Karen van den Berg studied art history, archaeology, and Nordic philology and received her doctorate in art history from Bâle University with at dissertation on Matthias Grünewald. She is Professor of Art Theory and Curating at the Zeppelin University in Friedrichshafen, and the academic spokesman of the university’s “artsprogram”. Since 1988 she has been working as an independent exhibition curator. From 1993 to 2003, she was a lecturer in contemporary art at the Witten/Herdecke University and co-founded the university’s art program “Art in Dialog”. Her research focuses on art and its social context and the politics of exhibiting; she has edited and written numerous publications on contemporary art, including topics such as artistic labor and studio practice, artistic epistemology, theory and history of curating and exhibiting, museum architecture, art in the public sphere and activism.

Organized by

The Symposium is organized by the Zeppelin University’s “artsprogram”. The “artsprogram” provides a platform for diverse artistic activities and enables students to gain curatorial and artistic experience. Self-initiated projects such as exhibitions, performances, choir performances and concerts will be accompanied by the artsprogram team and supported by artists. Artist who realized projects and exhibitions invited by the “artsprogram” were, among others, Alfredo Jaar, Oliver Ressler, Gregory Sholette, Irene Hohenbüchler, and Gunilla Klingberg (https://www.zeppelin-university.com/university/artsprogram/). In 2017 the “Archiv für Soziale Plastik” will be shown in the exhibition “who pays?” at the Kunstmuseum Liechtenstein. The Symposium will be held in German and English, translation will be offered.

Getting here

The symposium takes place at the ZF Campus
Address for navigation systems: Fallenbrunnen 3, 88045 Friedrichshafen


By car
From Lindau direction: From Albrechtstraße, make a right at the Landratsamt Friedrichshafen onto Glärnischstraße. Follow this street straight ahead for about 800 m until you are in the grounds of the former barracks. The former ContainerUni is on the left, while 300 m after the next right-hand turn you will find the new ZF Campus. FAB 18 and the student dormitories are straight ahead. Parking: There is a large gravel parking lot past the ZF Campus. (signposted)

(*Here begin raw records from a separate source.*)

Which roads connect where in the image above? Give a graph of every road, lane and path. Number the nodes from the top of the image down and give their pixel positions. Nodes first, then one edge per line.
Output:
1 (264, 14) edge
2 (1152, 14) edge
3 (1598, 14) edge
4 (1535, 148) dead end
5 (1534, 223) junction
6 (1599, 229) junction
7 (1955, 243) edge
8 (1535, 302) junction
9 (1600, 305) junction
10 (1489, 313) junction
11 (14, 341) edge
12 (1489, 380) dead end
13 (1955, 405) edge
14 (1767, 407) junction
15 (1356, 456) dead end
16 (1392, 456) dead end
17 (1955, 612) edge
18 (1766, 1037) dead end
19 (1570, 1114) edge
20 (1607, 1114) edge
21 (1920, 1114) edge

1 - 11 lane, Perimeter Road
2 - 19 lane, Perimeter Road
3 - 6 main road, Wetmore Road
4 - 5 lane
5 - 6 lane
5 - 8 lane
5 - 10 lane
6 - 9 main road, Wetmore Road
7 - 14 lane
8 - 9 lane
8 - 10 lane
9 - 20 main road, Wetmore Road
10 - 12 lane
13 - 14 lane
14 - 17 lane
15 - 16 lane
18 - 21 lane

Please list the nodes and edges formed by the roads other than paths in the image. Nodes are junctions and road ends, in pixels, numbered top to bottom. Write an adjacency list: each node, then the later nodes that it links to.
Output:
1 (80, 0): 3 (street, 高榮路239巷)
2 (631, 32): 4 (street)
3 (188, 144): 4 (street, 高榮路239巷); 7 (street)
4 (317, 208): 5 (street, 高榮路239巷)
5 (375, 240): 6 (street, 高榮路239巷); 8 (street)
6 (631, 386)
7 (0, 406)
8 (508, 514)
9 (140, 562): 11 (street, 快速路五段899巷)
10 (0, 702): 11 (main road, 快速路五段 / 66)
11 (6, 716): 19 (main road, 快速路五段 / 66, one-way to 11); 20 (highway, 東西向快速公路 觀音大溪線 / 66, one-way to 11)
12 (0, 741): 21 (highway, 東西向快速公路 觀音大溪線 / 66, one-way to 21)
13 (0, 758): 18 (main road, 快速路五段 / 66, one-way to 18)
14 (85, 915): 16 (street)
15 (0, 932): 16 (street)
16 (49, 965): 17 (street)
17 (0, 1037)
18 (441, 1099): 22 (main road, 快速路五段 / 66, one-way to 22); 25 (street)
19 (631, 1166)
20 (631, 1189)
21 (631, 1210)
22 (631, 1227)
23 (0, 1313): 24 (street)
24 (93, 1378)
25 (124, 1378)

From Meersburg: Take the B 31 through Fischbach towards Friedrichshafen Stadtmitte. At the Landratsamt Friedrichshafen make a right from Albrechtstrasse onto Glärnischstraße. Follow this street straight ahead for around 800 m until you are in the grounds of the former barracks. The ContainerUni is on the left while the ZF Campus is on the right. FAB 18 and the student dormitories are straight ahead. Parking: There is a large gravel parking lot past the ZF Campus. (signposted)

Public transport

From Stadtbahnhof Friedirchshafen take bus 10  (towards Fallenbrunnen Süd) and alight at the station Fallenbrunnen Süd. From here the ZF Campus is only a fife minutes walk away. Alternatively, take bus 12 (towards Bildungszentrum Markdorf) or bus 5 (towards Klinikum Friedrichshafen) and alight at the station Glärnischstraße. From here it takes 10 minutes of walking.